On Thu, Feb 16, 2017 at 10:05 AM, James McMahon <js...@gmail.com> wrote:
> Good morning. Our team has been discussing backup, versioning, and restore
> strategies to manage the backups we create of our NiFi flow.xml.gz files. I
> have a few questions about this.
>
> Currently I manually execute a daily backup of my NiFi workflow from the
> Controller Settings UI, General tab, link Back-up flow. Each time I do this
> I get a new file in my archive subdirectory that appears to be prefixed with
> some sort of a UID. [UID]-flow.xml.gz. WE plan to version control these
> using GIT, in all likelihood.
>
> My questions are these:
> 1. I would like to automate the daily backup so that it is independent of
> the UI. I hope to run the backup from a cron job each night at midnight,
> along with many of our other periodic administrative jobs.

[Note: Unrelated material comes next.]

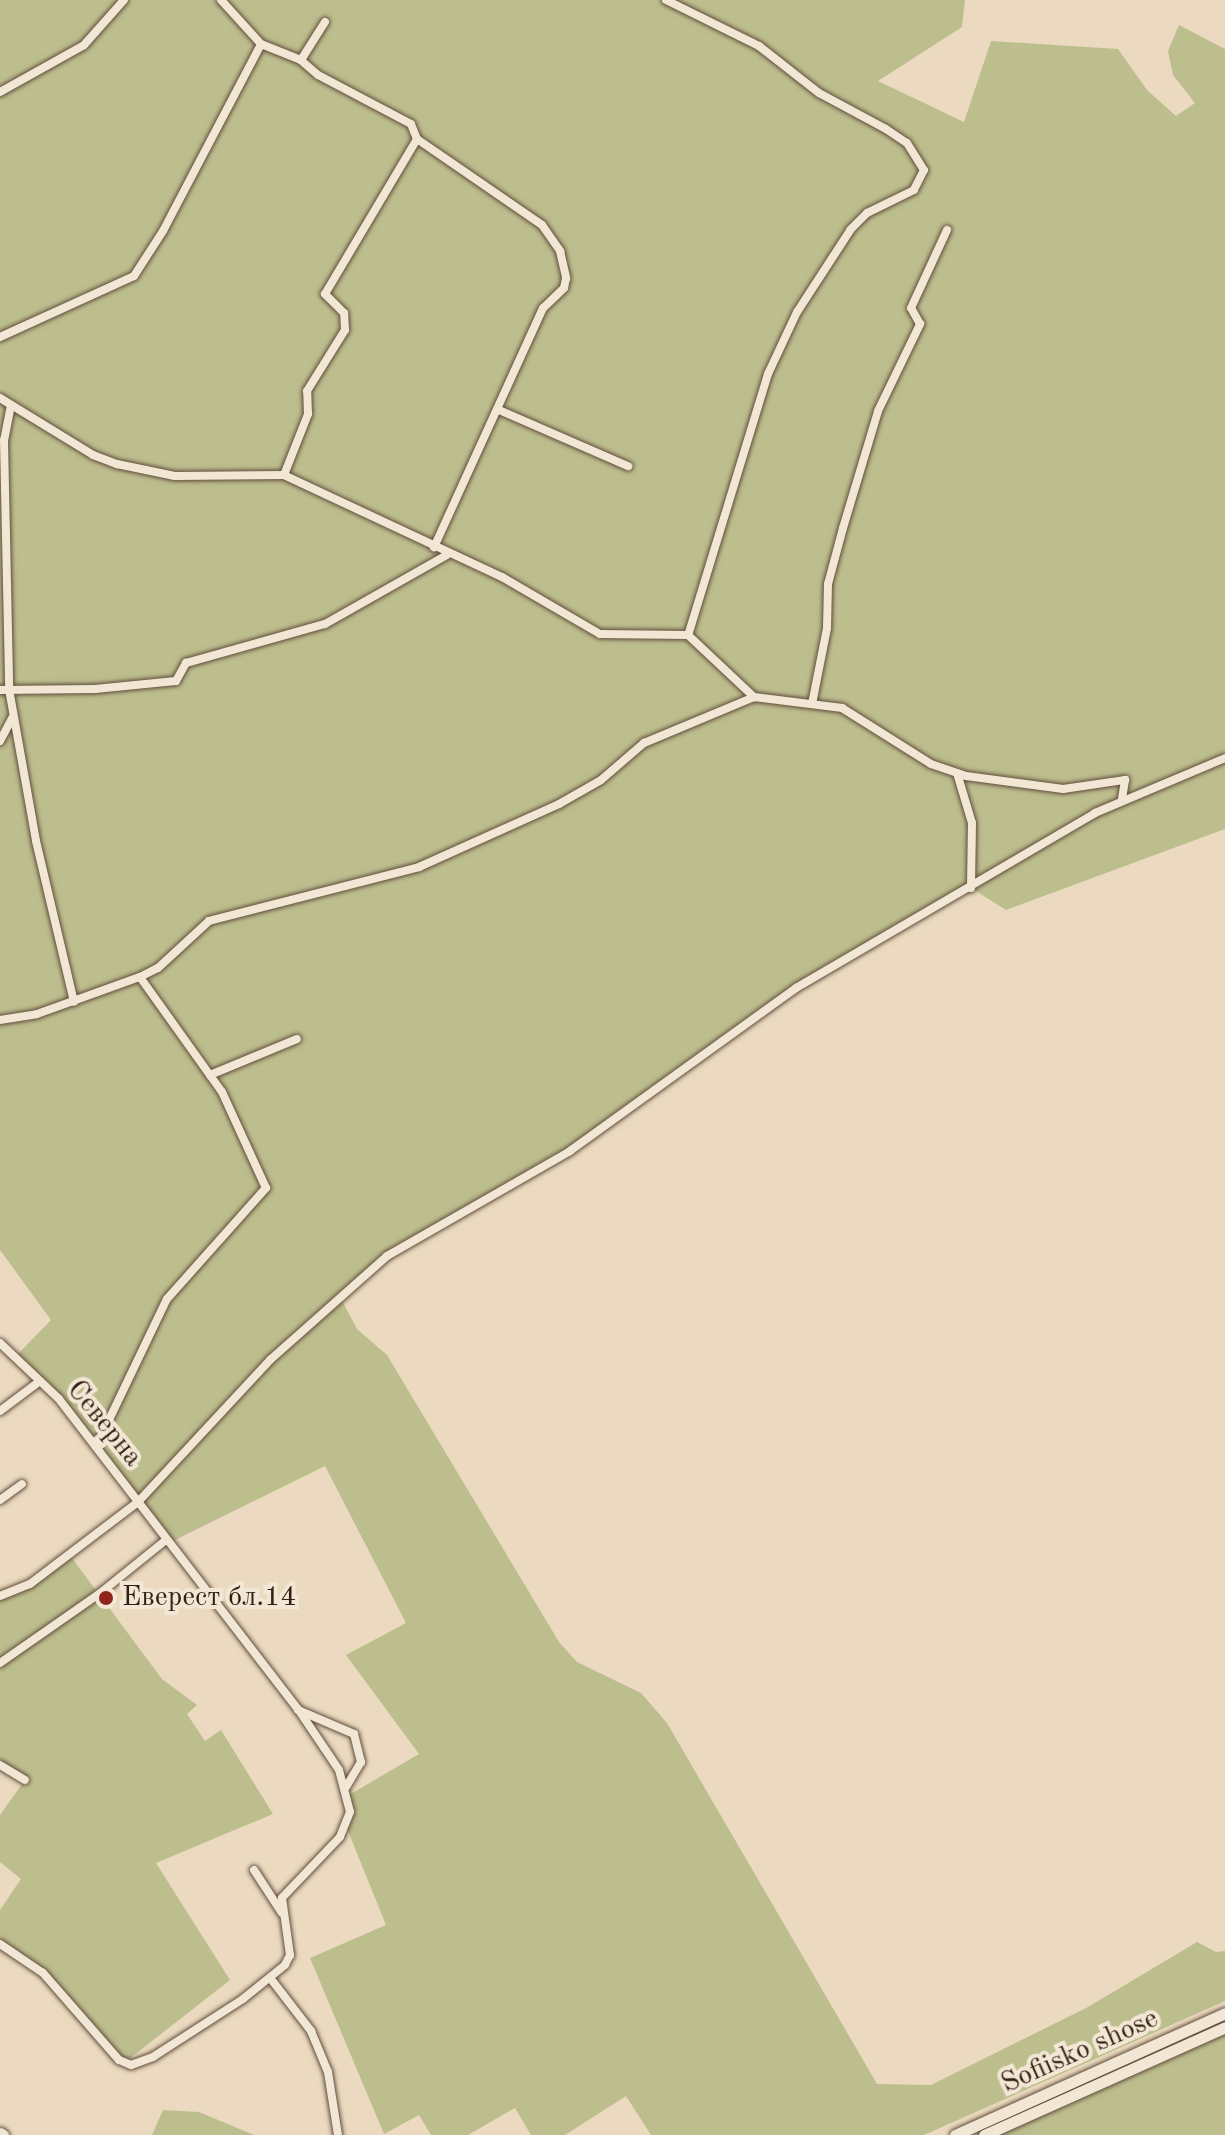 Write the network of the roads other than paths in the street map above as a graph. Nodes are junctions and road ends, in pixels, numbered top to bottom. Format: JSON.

What tools or
> APIs are available to me to automate this backup from a shell script in the
> Linux environment?
>
> 2. suppose we need to restore one of these backups that were created from
> flow.xml.gz on the same NiFi server instance. I have been told about the
> importance of gracefully shutting down NiFi before replacing the current
> flow.xml.gz with any one of these backup archived files. What about the
> state of the repositories? Will the state of the archived flow file -
> processors, queues, et al - still be available in our content, provenance,
> and flow repositories? Is the restore simply a matter of graceful shutdown,
> swap of the archived flow.xml.gz in for the current instance, and restart?
>
> 3. In a dev/int/prod environment that runs the same NiFi version and
> configuration on each NiFi server in each environment, do folks promote NiFi
> flow.xml.gz instances to production from dev and int? Are there "best
> practices" typically employed to do that in a DevOps environment?
>
> Thanks in advance for your insights and help. -Jim